Your goal:
Pick out each line of the records that includes the string "Władysława", and copy it.

(Records from a data collection)
━━━━
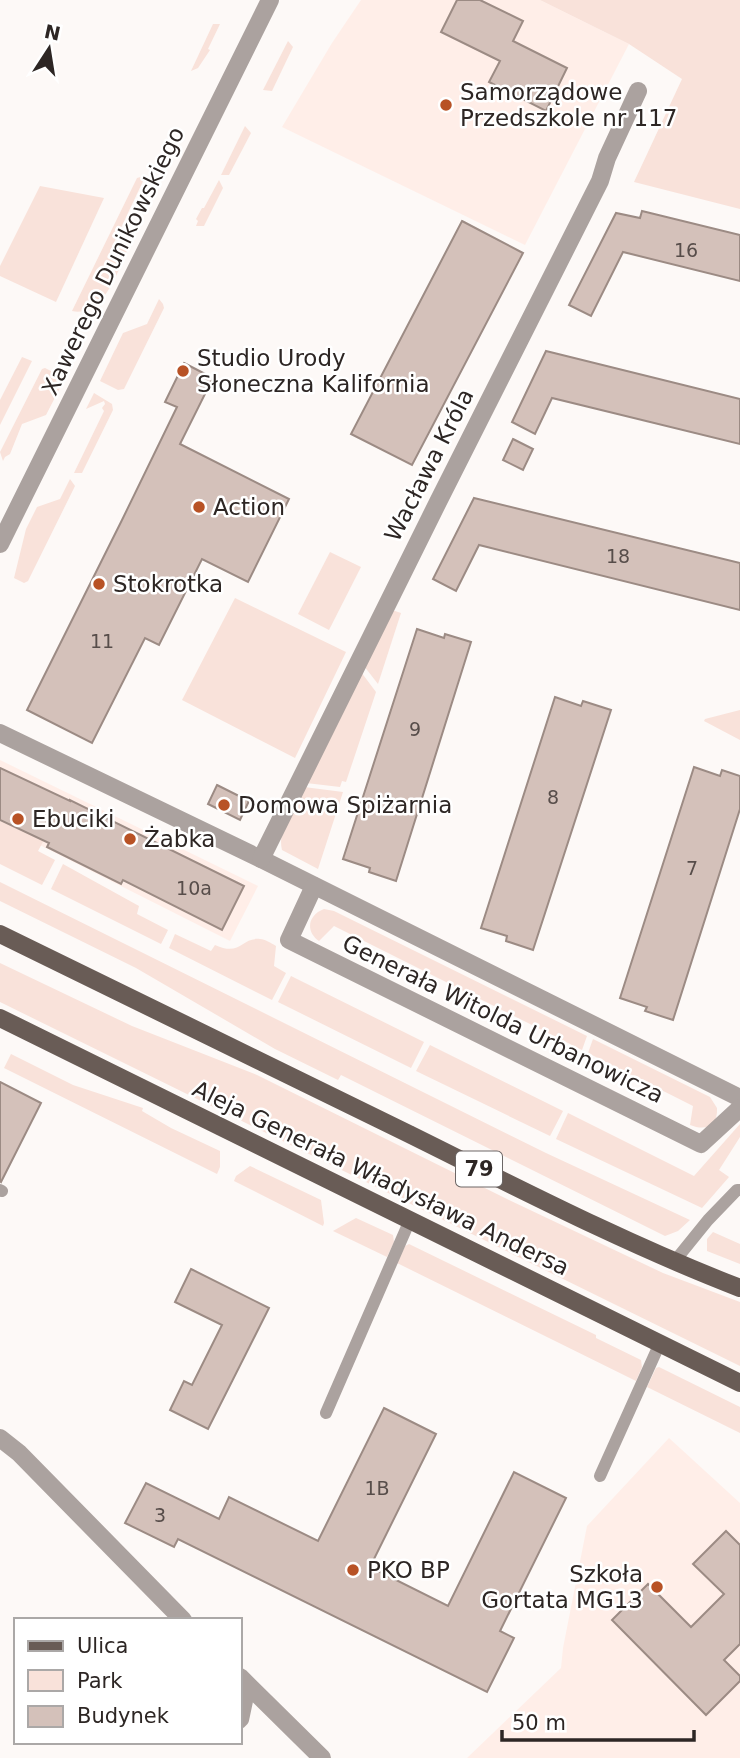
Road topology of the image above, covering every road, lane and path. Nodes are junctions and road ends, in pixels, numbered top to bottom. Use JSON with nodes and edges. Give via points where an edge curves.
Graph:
{"nodes":[{"id":1,"x":270,"y":0,"type":"edge"},
{"id":2,"x":638,"y":91,"type":"dead end"},
{"id":3,"x":0,"y":544,"type":"edge"},
{"id":4,"x":0,"y":733,"type":"edge"},
{"id":5,"x":261,"y":859,"type":"junction"},
{"id":6,"x":314,"y":886,"type":"junction"},
{"id":7,"x":0,"y":934,"type":"edge"},
{"id":8,"x":0,"y":1018,"type":"edge"},
{"id":9,"x":740,"y":1098,"type":"edge"},
{"id":10,"x":740,"y":1108,"type":"edge"},
{"id":11,"x":740,"y":1190,"type":"edge"},
{"id":12,"x":410,"y":1220,"type":"junction"},
{"id":13,"x":674,"y":1262,"type":"junction"},
{"id":14,"x":740,"y":1288,"type":"edge"},
{"id":15,"x":660,"y":1343,"type":"junction"},
{"id":16,"x":740,"y":1383,"type":"edge"},
{"id":17,"x":326,"y":1413,"type":"dead end"},
{"id":18,"x":0,"y":1438,"type":"edge"},
{"id":19,"x":600,"y":1476,"type":"dead end"},
{"id":20,"x":181,"y":1618,"type":"edge"},
{"id":21,"x":245,"y":1682,"type":"edge"},
{"id":22,"x":242,"y":1721,"type":"edge"},
{"id":23,"x":322,"y":1758,"type":"edge"}],
"edges":[{"from":1,"to":3,"type":"street","name":"Xawerego Dunikowskiego"},
{"from":2,"to":5,"type":"street","name":"Wacława Króla","via":[[600,181]]},
{"from":4,"to":5,"type":"street","name":"Generała Witolda Urbanowicza"},
{"from":5,"to":6,"type":"street","name":"Generała Witolda Urbanowicza"},
{"from":6,"to":9,"type":"street","name":"Generała Witolda Urbanowicza"},
{"from":6,"to":10,"type":"street","name":"Generała Witolda Urbanowicza","via":[[289,940],[701,1144]]},
{"from":7,"to":13,"type":"main road","number":"79"},
{"from":8,"to":12,"type":"main road","name":"Aleja Generała Władysława Andersa"},
{"from":11,"to":13,"type":"lane"},
{"from":12,"to":15,"type":"main road","name":"Aleja Generała Władysława Andersa"},
{"from":12,"to":17,"type":"lane"},
{"from":13,"to":14,"type":"main road","number":"79"},
{"from":15,"to":16,"type":"main road","name":"Aleja Generała Władysława Andersa"},
{"from":15,"to":19,"type":"lane"},
{"from":18,"to":20,"type":"street"},
{"from":21,"to":22,"type":"lane"},
{"from":21,"to":23,"type":"street"}]}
━━━━
Expected answer:
{"from":8,"to":12,"type":"main road","name":"Aleja Generała Władysława Andersa"},
{"from":12,"to":15,"type":"main road","name":"Aleja Generała Władysława Andersa"},
{"from":15,"to":16,"type":"main road","name":"Aleja Generała Władysława Andersa"},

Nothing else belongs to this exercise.